== Source data

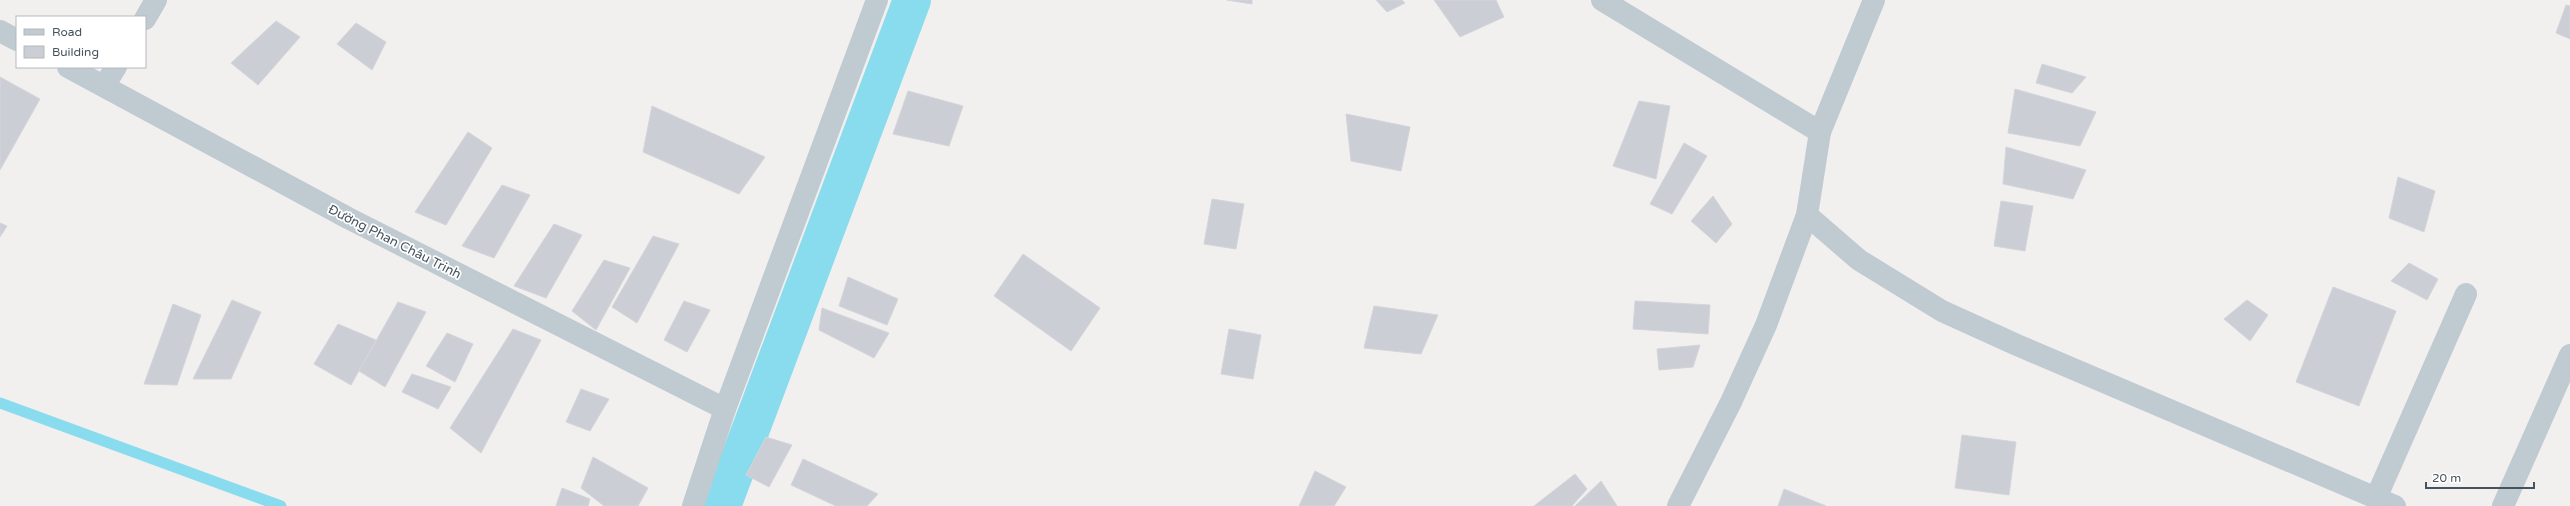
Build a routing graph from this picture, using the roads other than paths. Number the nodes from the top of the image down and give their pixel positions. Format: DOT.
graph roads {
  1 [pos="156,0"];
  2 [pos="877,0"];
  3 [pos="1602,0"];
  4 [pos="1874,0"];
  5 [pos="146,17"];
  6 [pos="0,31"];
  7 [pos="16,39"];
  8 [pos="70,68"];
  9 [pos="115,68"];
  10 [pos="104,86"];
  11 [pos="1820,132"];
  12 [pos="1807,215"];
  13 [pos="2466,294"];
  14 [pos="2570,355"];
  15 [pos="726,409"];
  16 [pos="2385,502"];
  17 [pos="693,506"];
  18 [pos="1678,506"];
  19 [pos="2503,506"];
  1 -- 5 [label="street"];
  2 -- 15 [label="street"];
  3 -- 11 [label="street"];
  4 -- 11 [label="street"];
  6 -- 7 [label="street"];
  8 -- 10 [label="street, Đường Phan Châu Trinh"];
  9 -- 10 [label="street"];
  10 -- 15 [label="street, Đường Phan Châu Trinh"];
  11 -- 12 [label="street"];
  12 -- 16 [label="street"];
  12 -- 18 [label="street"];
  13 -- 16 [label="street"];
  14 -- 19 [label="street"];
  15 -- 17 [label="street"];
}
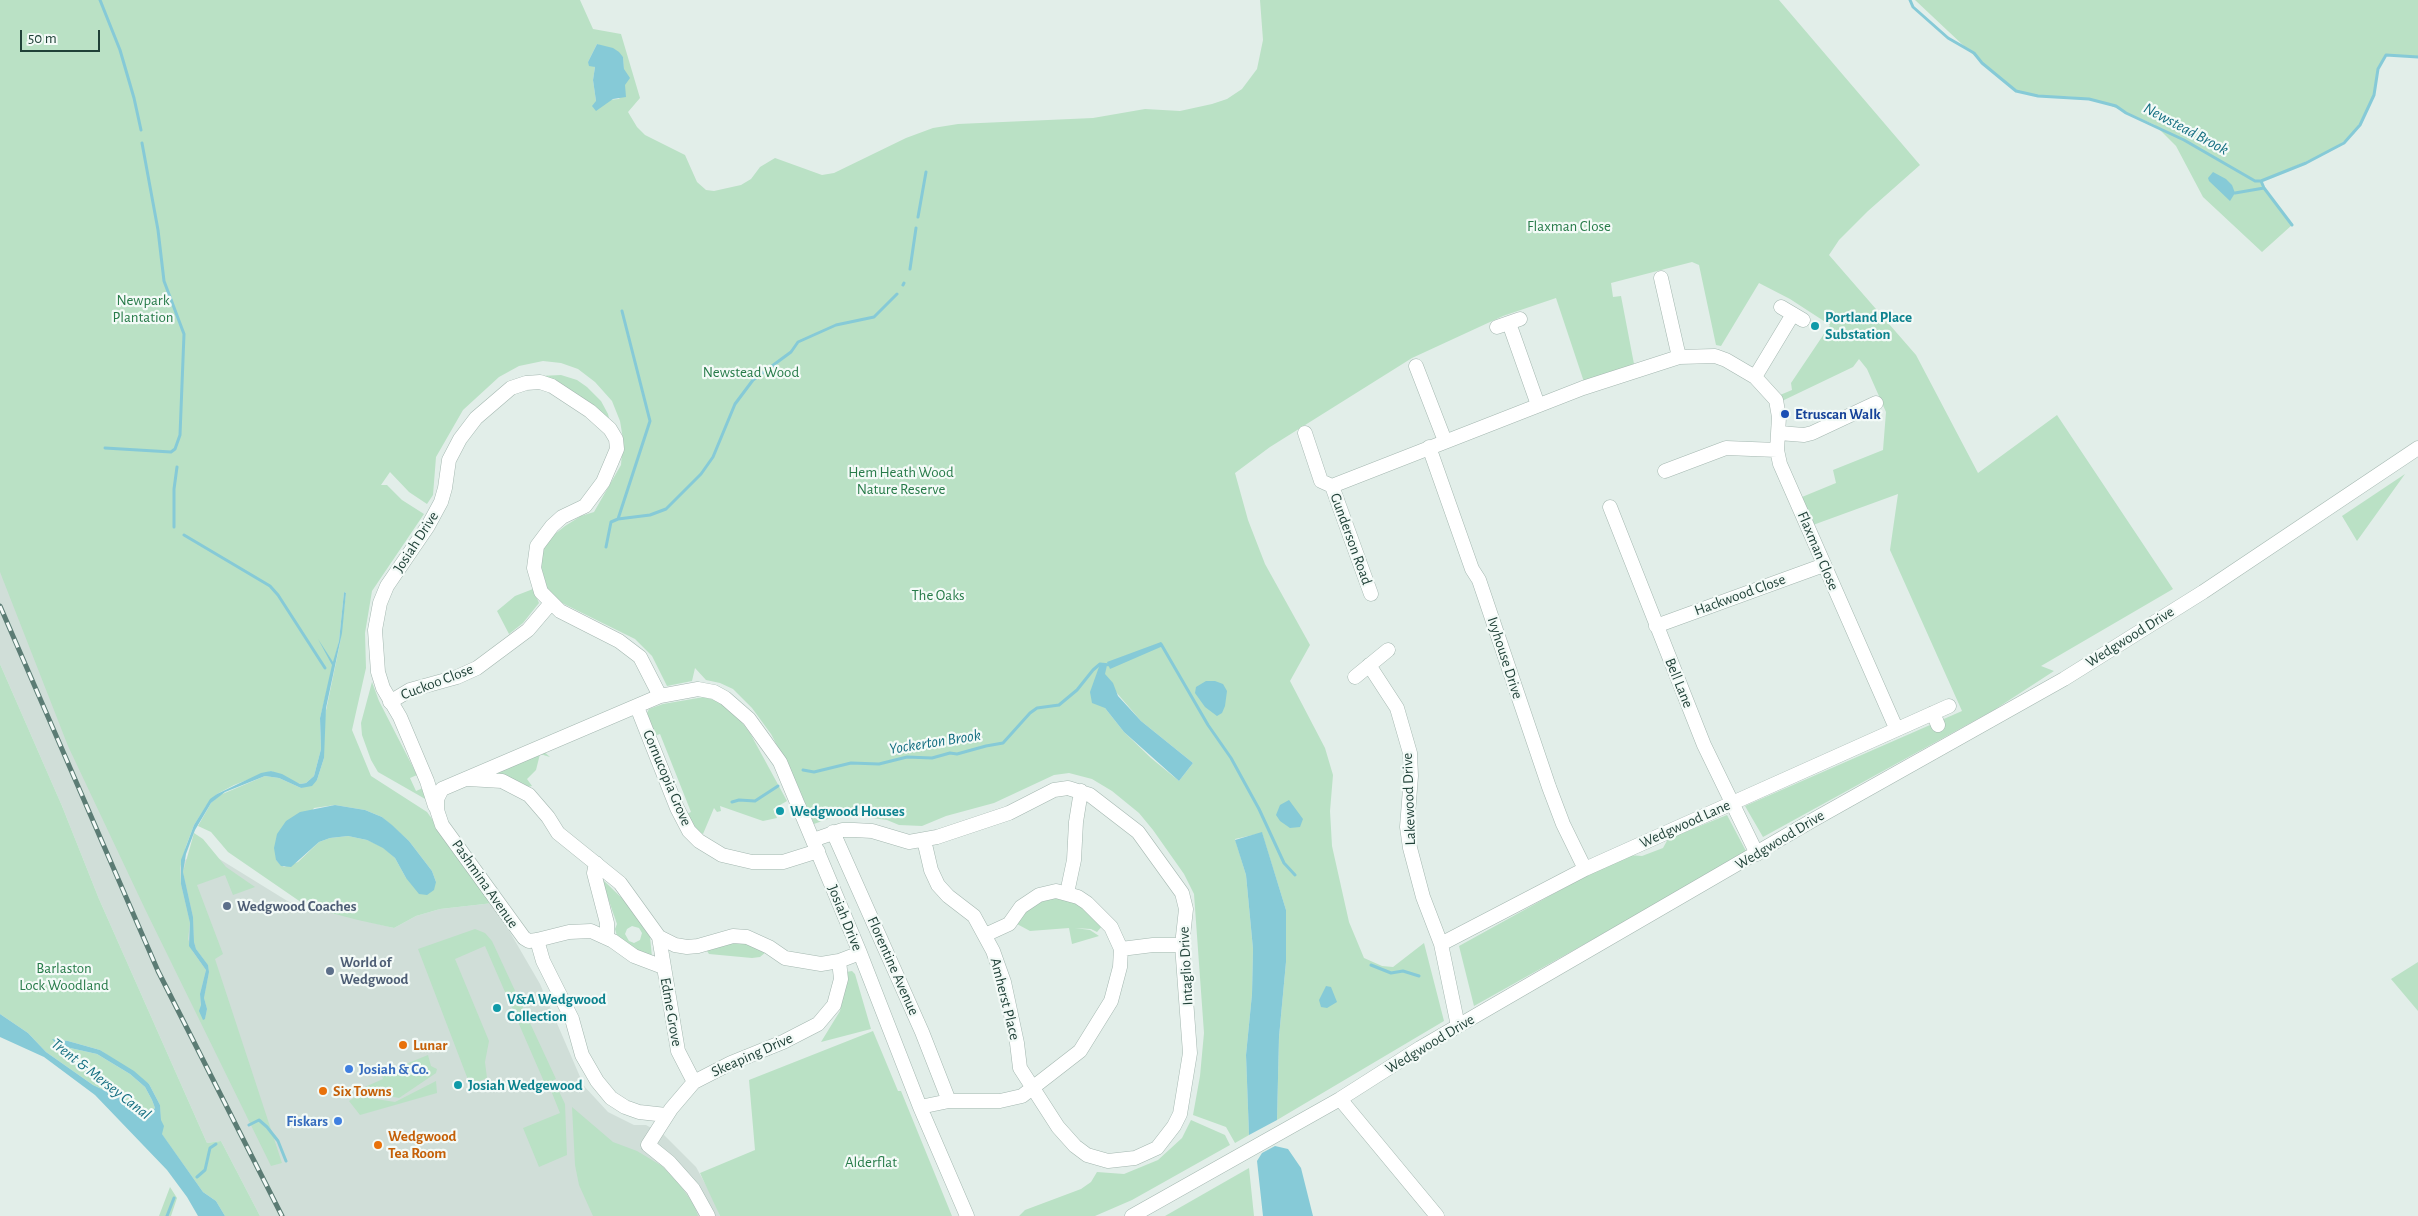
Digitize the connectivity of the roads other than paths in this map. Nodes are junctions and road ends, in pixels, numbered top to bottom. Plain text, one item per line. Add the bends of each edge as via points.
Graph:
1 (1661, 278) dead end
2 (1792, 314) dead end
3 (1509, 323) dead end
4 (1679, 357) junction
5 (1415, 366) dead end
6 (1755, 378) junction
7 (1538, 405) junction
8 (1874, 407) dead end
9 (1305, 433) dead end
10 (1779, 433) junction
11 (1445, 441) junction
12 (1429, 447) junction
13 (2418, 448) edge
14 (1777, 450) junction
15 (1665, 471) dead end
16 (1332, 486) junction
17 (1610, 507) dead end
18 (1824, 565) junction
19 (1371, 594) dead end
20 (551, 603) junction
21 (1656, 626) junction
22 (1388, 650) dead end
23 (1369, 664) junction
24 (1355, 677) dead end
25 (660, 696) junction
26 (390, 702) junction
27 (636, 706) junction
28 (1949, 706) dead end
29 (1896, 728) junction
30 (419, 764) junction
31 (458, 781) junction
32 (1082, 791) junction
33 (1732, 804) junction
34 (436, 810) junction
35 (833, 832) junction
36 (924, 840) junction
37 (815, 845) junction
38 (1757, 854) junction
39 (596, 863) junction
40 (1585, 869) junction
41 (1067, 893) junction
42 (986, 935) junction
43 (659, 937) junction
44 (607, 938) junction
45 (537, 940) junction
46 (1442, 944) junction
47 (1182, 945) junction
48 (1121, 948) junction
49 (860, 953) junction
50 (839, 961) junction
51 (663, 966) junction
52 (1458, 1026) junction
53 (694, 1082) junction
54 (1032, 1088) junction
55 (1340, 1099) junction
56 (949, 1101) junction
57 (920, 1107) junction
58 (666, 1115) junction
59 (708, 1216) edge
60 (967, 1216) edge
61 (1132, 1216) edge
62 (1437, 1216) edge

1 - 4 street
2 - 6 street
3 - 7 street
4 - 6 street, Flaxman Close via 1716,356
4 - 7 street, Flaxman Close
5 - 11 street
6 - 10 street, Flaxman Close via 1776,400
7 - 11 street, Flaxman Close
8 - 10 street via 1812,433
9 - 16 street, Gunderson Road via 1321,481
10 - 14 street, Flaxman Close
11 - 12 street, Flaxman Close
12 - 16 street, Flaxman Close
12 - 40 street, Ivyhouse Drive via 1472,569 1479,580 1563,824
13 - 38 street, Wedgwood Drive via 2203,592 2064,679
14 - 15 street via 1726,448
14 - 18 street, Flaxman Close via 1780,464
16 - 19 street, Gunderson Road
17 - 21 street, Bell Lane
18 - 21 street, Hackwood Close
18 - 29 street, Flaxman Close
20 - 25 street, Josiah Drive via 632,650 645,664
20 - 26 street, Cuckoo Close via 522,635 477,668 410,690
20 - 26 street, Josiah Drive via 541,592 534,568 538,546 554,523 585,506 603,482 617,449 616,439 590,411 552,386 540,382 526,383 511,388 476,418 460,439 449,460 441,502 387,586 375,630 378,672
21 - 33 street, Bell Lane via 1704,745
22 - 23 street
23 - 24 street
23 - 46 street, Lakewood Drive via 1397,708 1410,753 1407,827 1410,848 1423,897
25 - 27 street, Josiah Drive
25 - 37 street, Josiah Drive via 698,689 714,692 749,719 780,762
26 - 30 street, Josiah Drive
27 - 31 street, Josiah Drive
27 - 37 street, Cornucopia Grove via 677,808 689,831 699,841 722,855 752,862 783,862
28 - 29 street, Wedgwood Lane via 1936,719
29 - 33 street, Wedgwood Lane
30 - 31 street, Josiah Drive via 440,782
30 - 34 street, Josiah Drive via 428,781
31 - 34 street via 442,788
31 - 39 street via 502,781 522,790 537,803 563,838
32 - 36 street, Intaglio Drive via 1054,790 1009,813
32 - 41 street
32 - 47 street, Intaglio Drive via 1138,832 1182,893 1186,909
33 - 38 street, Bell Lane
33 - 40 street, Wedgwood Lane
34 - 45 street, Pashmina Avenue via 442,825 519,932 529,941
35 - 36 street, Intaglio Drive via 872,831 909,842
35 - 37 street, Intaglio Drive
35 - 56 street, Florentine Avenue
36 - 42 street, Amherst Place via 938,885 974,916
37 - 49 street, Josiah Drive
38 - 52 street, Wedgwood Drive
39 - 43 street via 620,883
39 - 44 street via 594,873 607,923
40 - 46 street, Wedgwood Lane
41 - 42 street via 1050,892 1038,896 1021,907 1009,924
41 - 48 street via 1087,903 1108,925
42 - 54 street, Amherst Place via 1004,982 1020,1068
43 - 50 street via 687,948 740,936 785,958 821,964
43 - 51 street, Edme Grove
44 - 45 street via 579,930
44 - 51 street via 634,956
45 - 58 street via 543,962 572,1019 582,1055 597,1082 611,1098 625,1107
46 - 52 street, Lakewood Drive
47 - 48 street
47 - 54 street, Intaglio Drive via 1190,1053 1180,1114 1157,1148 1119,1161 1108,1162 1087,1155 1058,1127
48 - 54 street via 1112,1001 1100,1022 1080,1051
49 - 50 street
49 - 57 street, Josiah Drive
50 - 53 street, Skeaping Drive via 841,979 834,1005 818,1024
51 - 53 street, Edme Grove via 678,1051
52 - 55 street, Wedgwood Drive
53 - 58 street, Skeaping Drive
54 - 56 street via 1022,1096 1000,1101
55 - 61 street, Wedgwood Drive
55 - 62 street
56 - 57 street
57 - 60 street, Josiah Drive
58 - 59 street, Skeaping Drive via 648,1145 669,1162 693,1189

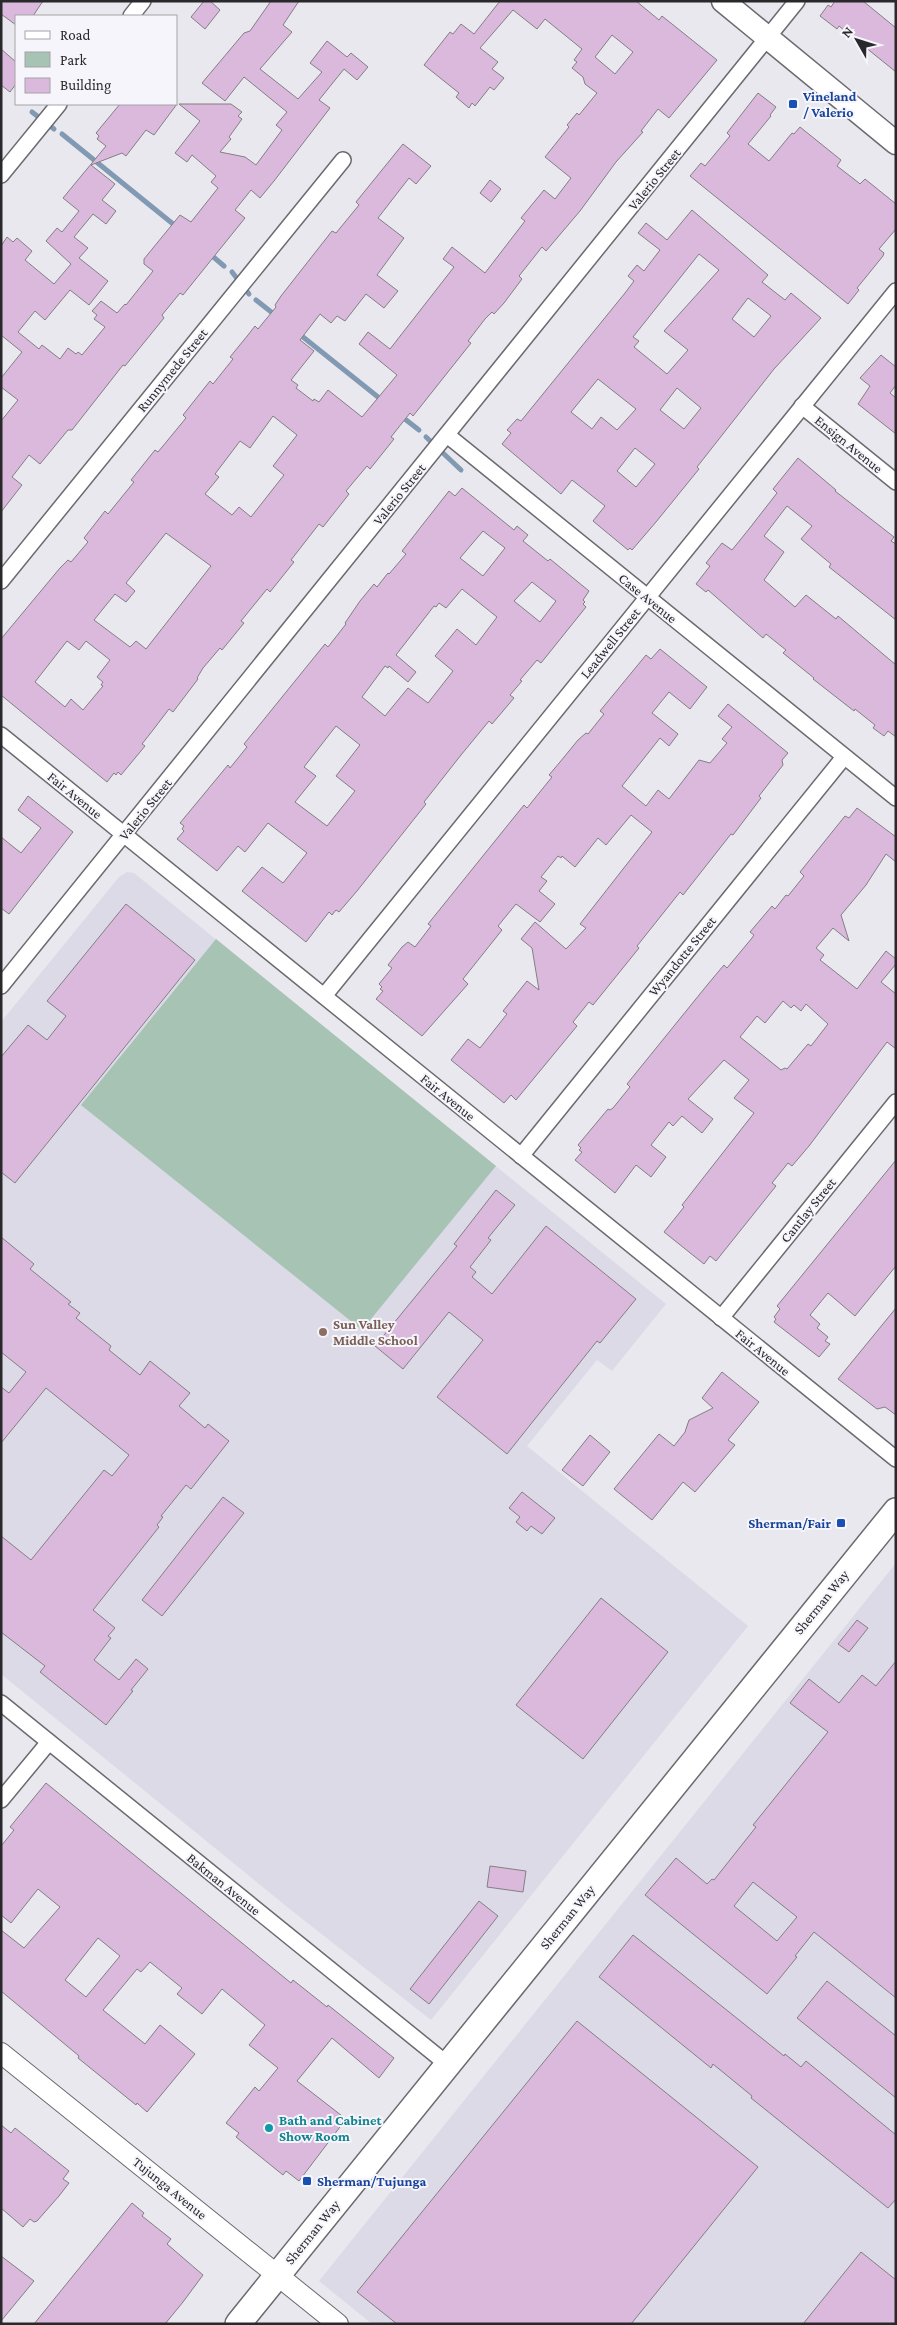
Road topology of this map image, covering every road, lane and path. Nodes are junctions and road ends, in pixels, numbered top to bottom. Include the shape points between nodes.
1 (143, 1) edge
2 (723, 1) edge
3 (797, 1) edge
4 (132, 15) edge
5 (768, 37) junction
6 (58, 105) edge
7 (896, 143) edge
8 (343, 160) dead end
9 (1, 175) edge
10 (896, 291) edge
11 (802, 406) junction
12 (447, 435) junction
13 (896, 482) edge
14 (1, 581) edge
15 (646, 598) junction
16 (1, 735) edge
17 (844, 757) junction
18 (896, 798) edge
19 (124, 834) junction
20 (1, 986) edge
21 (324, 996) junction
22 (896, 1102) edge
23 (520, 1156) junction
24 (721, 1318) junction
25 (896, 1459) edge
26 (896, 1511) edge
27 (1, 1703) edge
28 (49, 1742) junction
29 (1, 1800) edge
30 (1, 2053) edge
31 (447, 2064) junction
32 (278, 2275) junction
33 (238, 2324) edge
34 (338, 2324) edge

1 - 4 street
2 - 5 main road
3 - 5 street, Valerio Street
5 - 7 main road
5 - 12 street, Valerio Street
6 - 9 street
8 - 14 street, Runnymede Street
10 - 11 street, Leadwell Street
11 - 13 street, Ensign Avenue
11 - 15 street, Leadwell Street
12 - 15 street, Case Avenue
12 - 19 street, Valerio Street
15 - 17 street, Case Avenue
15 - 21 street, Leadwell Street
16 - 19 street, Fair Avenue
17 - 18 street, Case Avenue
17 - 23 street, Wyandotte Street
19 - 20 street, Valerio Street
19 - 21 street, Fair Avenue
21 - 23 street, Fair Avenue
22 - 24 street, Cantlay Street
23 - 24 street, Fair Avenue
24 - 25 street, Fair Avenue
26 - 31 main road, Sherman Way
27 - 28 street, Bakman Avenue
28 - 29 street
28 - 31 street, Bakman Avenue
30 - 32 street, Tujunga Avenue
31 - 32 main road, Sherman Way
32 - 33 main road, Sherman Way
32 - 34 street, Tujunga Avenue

====

▶ Task goal
Take every line from the data above that holds "Lakewood" and copy it out.

▶ Answer to this exercise
23 - 46 street, Lakewood Drive via 1397,708 1410,753 1407,827 1410,848 1423,897
46 - 52 street, Lakewood Drive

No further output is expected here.